Small was a veteran of the War of 1812 who served under General Samuel Smith.

Jacob Small was the mayor of Baltimore on a number of occasions: from 1826 to 1828; 1828 to 1830; and finally from 1830 to March 31, 1831, when he resigned his post. Among his accomplishments as Mayor were the introduction of garbage collection, and the completion of the Washington Monument (Baltimore). He left office in order to pursue other business interests. William Steuart was elected to serve the unexpired part of Small's final term, which ended in 1832.

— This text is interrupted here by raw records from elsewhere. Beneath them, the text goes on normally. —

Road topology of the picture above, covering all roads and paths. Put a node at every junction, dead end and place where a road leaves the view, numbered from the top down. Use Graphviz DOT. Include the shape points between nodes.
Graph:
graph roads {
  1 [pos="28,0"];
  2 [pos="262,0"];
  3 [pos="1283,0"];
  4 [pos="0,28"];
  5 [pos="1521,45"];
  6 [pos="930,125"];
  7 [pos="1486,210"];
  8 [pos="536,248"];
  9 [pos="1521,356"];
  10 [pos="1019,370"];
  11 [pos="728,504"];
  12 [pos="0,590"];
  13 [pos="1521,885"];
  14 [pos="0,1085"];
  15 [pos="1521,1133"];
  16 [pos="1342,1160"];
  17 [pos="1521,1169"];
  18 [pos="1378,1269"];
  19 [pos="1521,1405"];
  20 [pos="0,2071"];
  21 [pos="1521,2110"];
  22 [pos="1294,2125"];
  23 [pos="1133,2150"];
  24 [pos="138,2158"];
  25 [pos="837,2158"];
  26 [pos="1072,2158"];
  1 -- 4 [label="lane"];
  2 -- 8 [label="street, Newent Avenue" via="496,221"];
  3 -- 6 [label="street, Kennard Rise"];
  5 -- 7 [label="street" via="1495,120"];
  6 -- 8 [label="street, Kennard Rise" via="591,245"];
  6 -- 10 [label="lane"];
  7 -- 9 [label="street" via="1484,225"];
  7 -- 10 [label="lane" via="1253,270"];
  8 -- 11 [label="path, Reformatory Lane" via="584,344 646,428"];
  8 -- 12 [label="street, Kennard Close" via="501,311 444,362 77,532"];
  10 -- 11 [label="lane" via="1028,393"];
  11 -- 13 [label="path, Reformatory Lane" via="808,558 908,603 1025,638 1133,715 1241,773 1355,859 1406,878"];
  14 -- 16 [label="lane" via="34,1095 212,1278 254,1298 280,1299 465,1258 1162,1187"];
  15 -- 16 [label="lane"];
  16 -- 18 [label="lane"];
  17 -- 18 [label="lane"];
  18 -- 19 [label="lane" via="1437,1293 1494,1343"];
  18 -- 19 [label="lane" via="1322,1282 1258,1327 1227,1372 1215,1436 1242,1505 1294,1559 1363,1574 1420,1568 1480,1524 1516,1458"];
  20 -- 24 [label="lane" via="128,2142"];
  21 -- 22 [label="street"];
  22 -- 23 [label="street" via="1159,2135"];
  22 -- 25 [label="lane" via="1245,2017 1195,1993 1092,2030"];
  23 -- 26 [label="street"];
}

He was also a skilled joiner and builder. He designed the B&O Ellicott City Station, finished in 1831, and the oldest surviving railway station in the United States (as well as being one of the oldest in the world). The building was declared a National Historic Landmark in 1968. It is Small's only surviving piece of architecture.

==Death and legacy==
In 1851, when Small died, he received a brief obituary in The Baltimore Sun: "Colonel Jacob Small, formerly one of the most efficient mayors Baltimore ever had, died at his residence in this city on Friday. His remains were yesterday attended to their narrow home by the Masonic fraternity."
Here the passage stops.